§ **Exercise objective**: Search the listing below for the string "that" and copy every line where it occurs.
+++ Task data
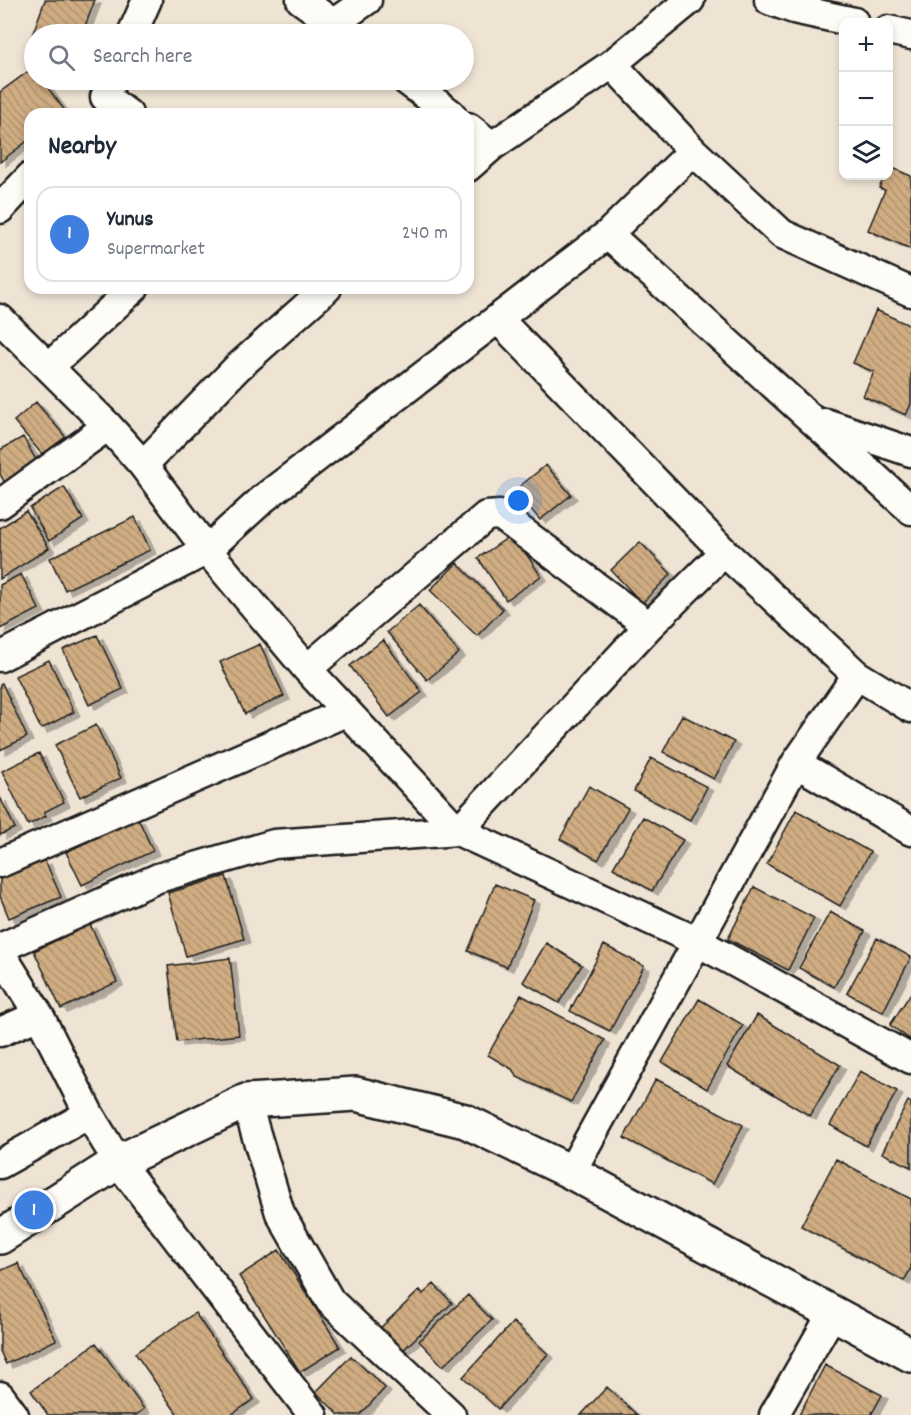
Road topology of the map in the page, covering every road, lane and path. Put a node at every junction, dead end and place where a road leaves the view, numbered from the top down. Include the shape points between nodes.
1 (147, 0) edge
2 (301, 0) edge
3 (367, 0) edge
4 (690, 0) edge
5 (769, 0) edge
6 (818, 8) edge
7 (844, 18) edge
8 (136, 24) edge
9 (334, 24) edge
10 (345, 24) edge
11 (893, 31) edge
12 (911, 35) edge
13 (612, 64) junction
14 (419, 90) edge
15 (102, 97) edge
16 (119, 108) edge
17 (443, 108) edge
18 (474, 132) edge
19 (492, 146) junction
20 (693, 151) junction
21 (474, 162) edge
22 (24, 183) edge
23 (0, 209) edge
24 (608, 234) junction
25 (911, 292) edge
26 (128, 294) edge
27 (320, 294) edge
28 (0, 319) edge
29 (498, 319) junction
30 (49, 367) junction
31 (815, 420) junction
32 (108, 426) junction
33 (911, 452) edge
34 (143, 465) junction
35 (0, 504) edge
36 (911, 510) edge
37 (207, 550) junction
38 (724, 552) junction
39 (649, 626) junction
40 (0, 657) edge
41 (307, 669) junction
42 (857, 675) junction
43 (911, 708) edge
44 (346, 712) junction
45 (796, 763) junction
46 (459, 831) junction
47 (911, 831) edge
48 (0, 863) edge
49 (696, 941) junction
50 (0, 950) edge
51 (39, 1015) junction
52 (0, 1032) edge
53 (911, 1059) edge
54 (246, 1101) junction
55 (88, 1114) junction
56 (118, 1162) junction
57 (0, 1164) edge
58 (571, 1172) junction
59 (0, 1237) edge
60 (832, 1314) junction
61 (904, 1357) edge
62 (0, 1396) edge
63 (14, 1415) edge
64 (313, 1415) edge
65 (451, 1415) edge
66 (774, 1415) edge

1 - 8 street
2 - 9 street
3 - 10 street
4 - 13 street
5 - 6 street
6 - 7 street
11 - 12 street
13 - 19 street
13 - 20 street
14 - 17 street
15 - 16 street
18 - 19 street
19 - 21 street
20 - 24 street
20 - 25 street via 782,234
22 - 23 street
24 - 29 street
24 - 31 street
26 - 30 street
27 - 34 street via 237,368
28 - 30 street
29 - 37 street via 264,498
29 - 38 street
30 - 32 street
31 - 33 street
31 - 36 street
32 - 34 street
32 - 35 street
34 - 37 street
37 - 40 street
37 - 41 street
38 - 39 street
38 - 42 street
39 - 41 street via 500,515 486,516
39 - 46 street
41 - 44 street
42 - 43 street
42 - 45 street
44 - 46 street
44 - 48 street
45 - 47 street
45 - 49 street
46 - 49 street
46 - 50 street via 274,844 158,878
49 - 53 street
49 - 58 street
50 - 51 street
51 - 52 street
51 - 55 street
54 - 56 street
54 - 58 street via 356,1095 465,1121
54 - 65 street via 280,1213 330,1301
55 - 56 street
55 - 57 street
56 - 59 street
56 - 64 street
58 - 60 street
60 - 61 street
60 - 66 street
62 - 63 street

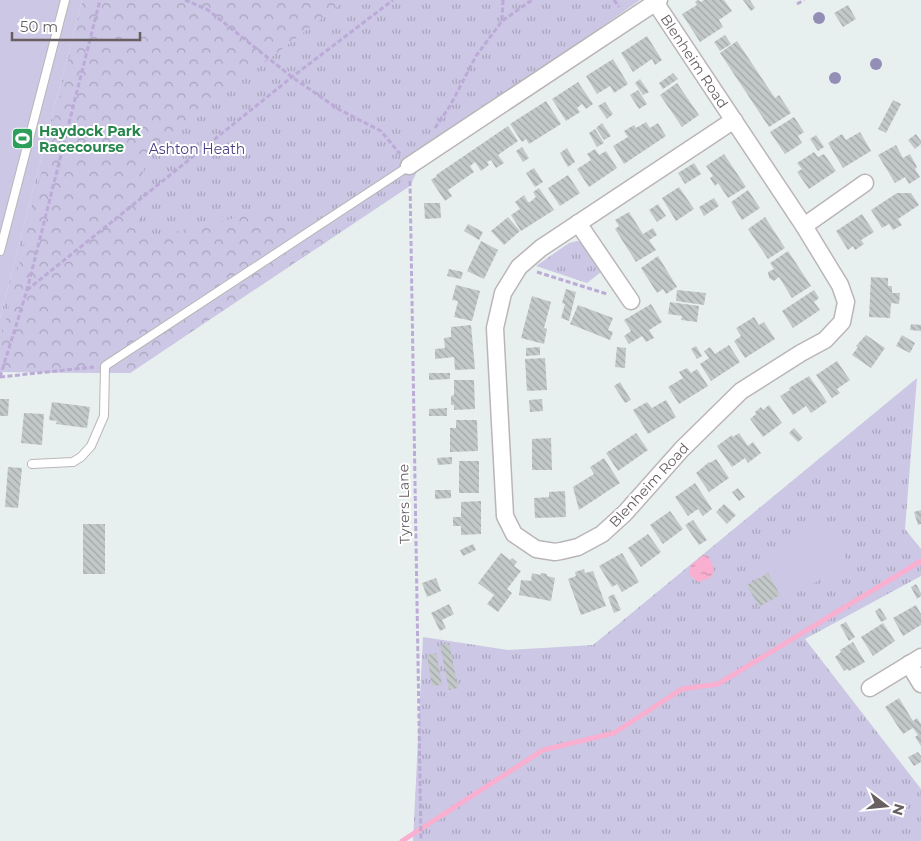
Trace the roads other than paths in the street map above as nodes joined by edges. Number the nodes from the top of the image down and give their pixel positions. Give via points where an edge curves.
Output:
1 (64, 0) edge
2 (657, 1) edge
3 (734, 120) junction
4 (409, 166) joint
5 (865, 183) dead end
6 (578, 223) junction
7 (804, 226) junction
8 (0, 251) edge
9 (631, 301) road end
10 (32, 464) dead end
11 (915, 661) edge
12 (921, 684) edge
13 (870, 688) dead end

1 - 8 lane
2 - 3 street, Blenheim Road
2 - 4 street
3 - 6 street, Blenheim Road
3 - 7 street, Blenheim Road
4 - 10 lane via 105,366 104,416 91,446 73,462
5 - 7 street
6 - 7 street, Blenheim Road via 520,267 503,293 495,328 505,516 514,534 536,549 555,552 578,547 602,534 741,392 825,340 842,322 846,302 840,286
6 - 9 street
11 - 12 street
11 - 13 street

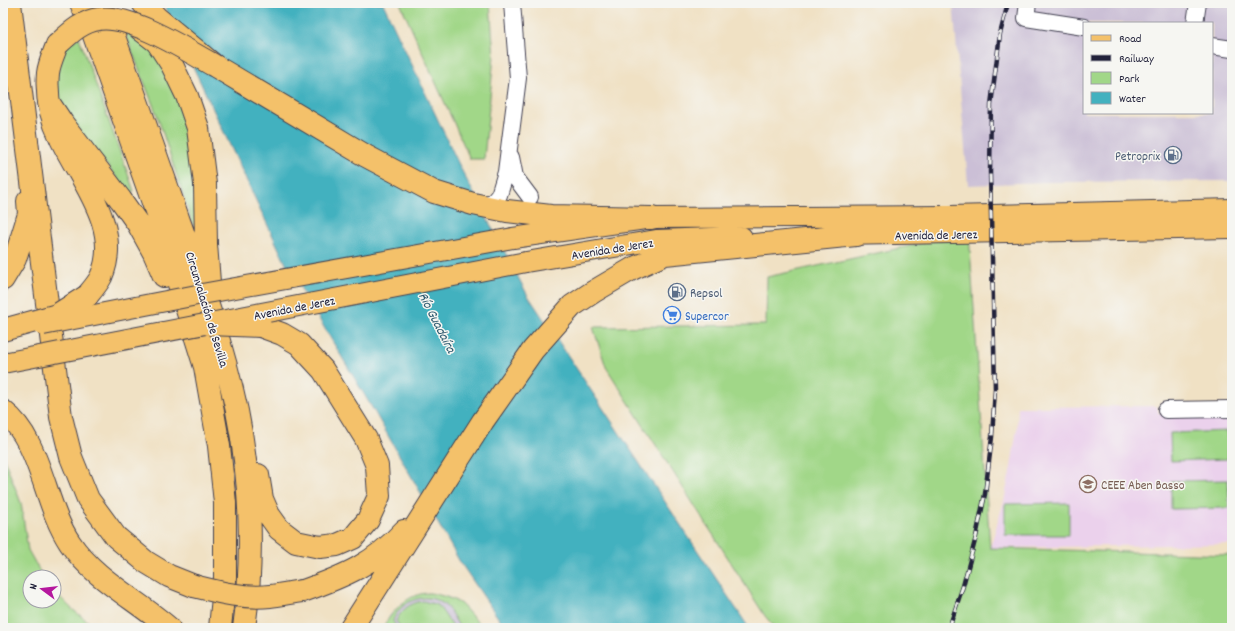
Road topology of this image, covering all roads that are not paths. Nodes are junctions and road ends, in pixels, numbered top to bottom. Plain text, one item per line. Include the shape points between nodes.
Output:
1 (10, 3) edge
2 (81, 3) edge
3 (102, 3) edge
4 (144, 3) edge
5 (512, 3) edge
6 (1198, 3) edge
7 (1027, 10) edge
8 (1195, 22) edge
9 (136, 25) junction
10 (1083, 27) edge
11 (1213, 46) edge
12 (1232, 49) edge
13 (215, 66) junction
14 (49, 103) junction
15 (23, 118) junction
16 (509, 150) junction
17 (530, 197) dead end
18 (480, 206) junction
19 (1232, 210) edge
20 (652, 218) junction
21 (1232, 228) edge
22 (856, 235) junction
23 (3, 279) edge
24 (210, 318) junction
25 (3, 330) edge
26 (3, 333) edge
27 (3, 363) edge
28 (1232, 409) edge
29 (237, 410) junction
30 (1166, 410) dead end
31 (3, 411) edge
32 (219, 446) junction
33 (433, 498) junction
34 (169, 628) edge
35 (220, 628) edge
36 (244, 628) edge
37 (351, 628) edge

1 - 15 highway
2 - 32 highway, Circunvalación de Sevilla via 156,211 205,367
3 - 24 highway, Circunvalación de Sevilla via 156,154
4 - 13 highway via 157,18
5 - 16 street via 518,78
6 - 8 street
7 - 10 street
9 - 13 highway, bridge
9 - 14 highway, bridge via 118,20 99,19 77,27 57,44 48,73
9 - 24 highway via 157,42 172,65 198,128 205,184
11 - 12 street
13 - 18 highway via 366,156 434,192
14 - 25 highway, bridge via 60,138 100,212 106,232 107,256 101,277 87,296 57,315
14 - 32 highway via 138,224 154,253 174,301
15 - 23 highway via 28,214 15,259
15 - 33 highway, bridge via 39,228 61,417 71,457 88,499 116,537 146,562 169,576 194,586 240,596 269,596 303,590 360,568 390,546
16 - 17 street via 515,177
16 - 18 street via 499,195 493,202
18 - 20 highway via 551,216
19 - 20 main road, Avenida de Jerez via 949,216
20 - 26 main road, Avenida de Jerez, bridge via 513,238
21 - 22 main road, Avenida de Jerez
22 - 24 main road, Avenida de Jerez, bridge via 656,240
22 - 33 highway via 665,254 632,269 593,292 572,306 533,350
24 - 27 main road, Avenida de Jerez, bridge
24 - 29 highway, Circunvalación de Sevilla
24 - 29 highway, bridge via 260,326 282,334 299,344 323,370 366,439 377,466 379,496 368,520 353,538 337,545 320,547 296,542 279,529 262,499 252,438
28 - 30 street
29 - 36 highway, Circunvalación de Sevilla via 249,525 249,572
31 - 34 highway via 22,433 34,456 54,512 74,548 108,583
32 - 35 highway, Circunvalación de Sevilla via 225,503 226,577
33 - 37 highway

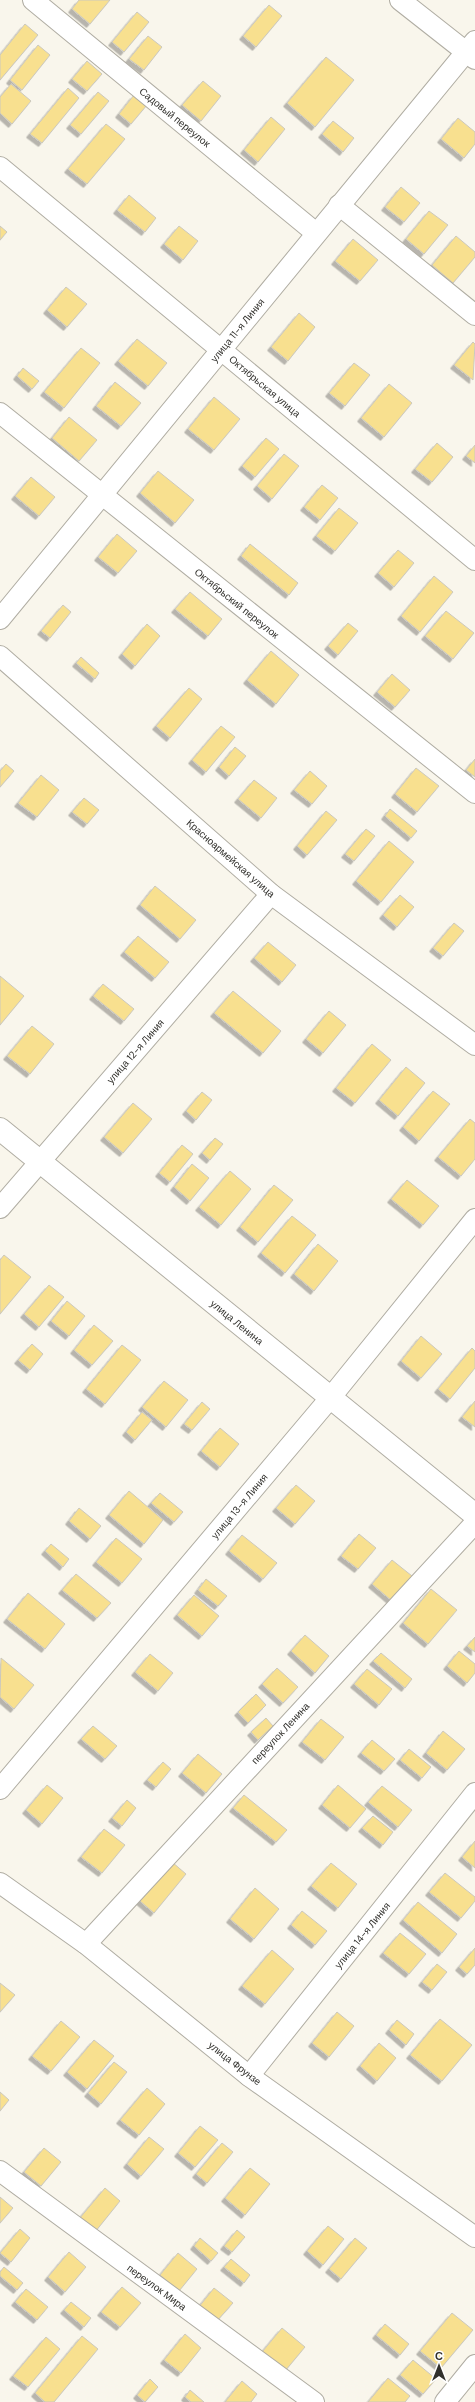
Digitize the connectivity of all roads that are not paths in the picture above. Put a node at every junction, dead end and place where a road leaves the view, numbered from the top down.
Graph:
1 (34, 0) edge
2 (400, 0) edge
3 (472, 51) edge
4 (0, 167) edge
5 (339, 205) junction
6 (316, 233) junction
7 (475, 316) edge
8 (221, 350) junction
9 (0, 413) edge
10 (102, 495) junction
11 (475, 560) edge
12 (0, 619) edge
13 (0, 656) edge
14 (475, 793) edge
15 (271, 894) junction
16 (475, 1044) edge
17 (0, 1129) edge
18 (39, 1161) junction
19 (0, 1208) edge
20 (475, 1219) edge
21 (331, 1397) junction
22 (475, 1515) edge
23 (475, 1523) edge
24 (0, 1789) edge
25 (475, 1794) edge
26 (0, 1883) edge
27 (86, 1944) junction
28 (249, 2076) junction
29 (0, 2172) edge
30 (475, 2237) edge
31 (475, 2365) edge
32 (314, 2402) edge
33 (444, 2402) edge

1 - 6 street, Садовый переулок
2 - 3 street
3 - 5 street, улица 11-я Линия
4 - 8 street, Октябрьская улица
5 - 6 street, улица 11-я Линия
5 - 7 street
6 - 8 street, улица 11-я Линия
8 - 10 street, улица 11-я Линия
8 - 11 street, Октябрьская улица
9 - 10 street, Октябрьский переулок
10 - 12 street, улица 11-я Линия
10 - 14 street, Октябрьский переулок
13 - 15 street, Красноармейская улица
15 - 16 street, Красноармейская улица
15 - 18 street, улица 12-я Линия
17 - 18 main road, улица Ленина
18 - 19 street, улица 12-я Линия
18 - 21 main road, улица Ленина
20 - 21 street, улица 13-я Линия
21 - 22 main road, улица Ленина
21 - 24 street, улица 13-я Линия
23 - 27 street, переулок Ленина
25 - 28 street, улица 14-я Линия
26 - 27 street, улица Фрунзе
27 - 28 street, улица Фрунзе
28 - 30 street, улица Фрунзе
29 - 32 street, переулок Мира
31 - 33 street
++++++
§ **Answer for this exercise**:
Road topology of this image, covering all roads that are not paths. Nodes are junctions and road ends, in pixels, numbered top to bottom. Plain text, one item per line. Include the shape points between nodes.
Digitize the connectivity of all roads that are not paths in the picture above. Put a node at every junction, dead end and place where a road leaves the view, numbered from the top down.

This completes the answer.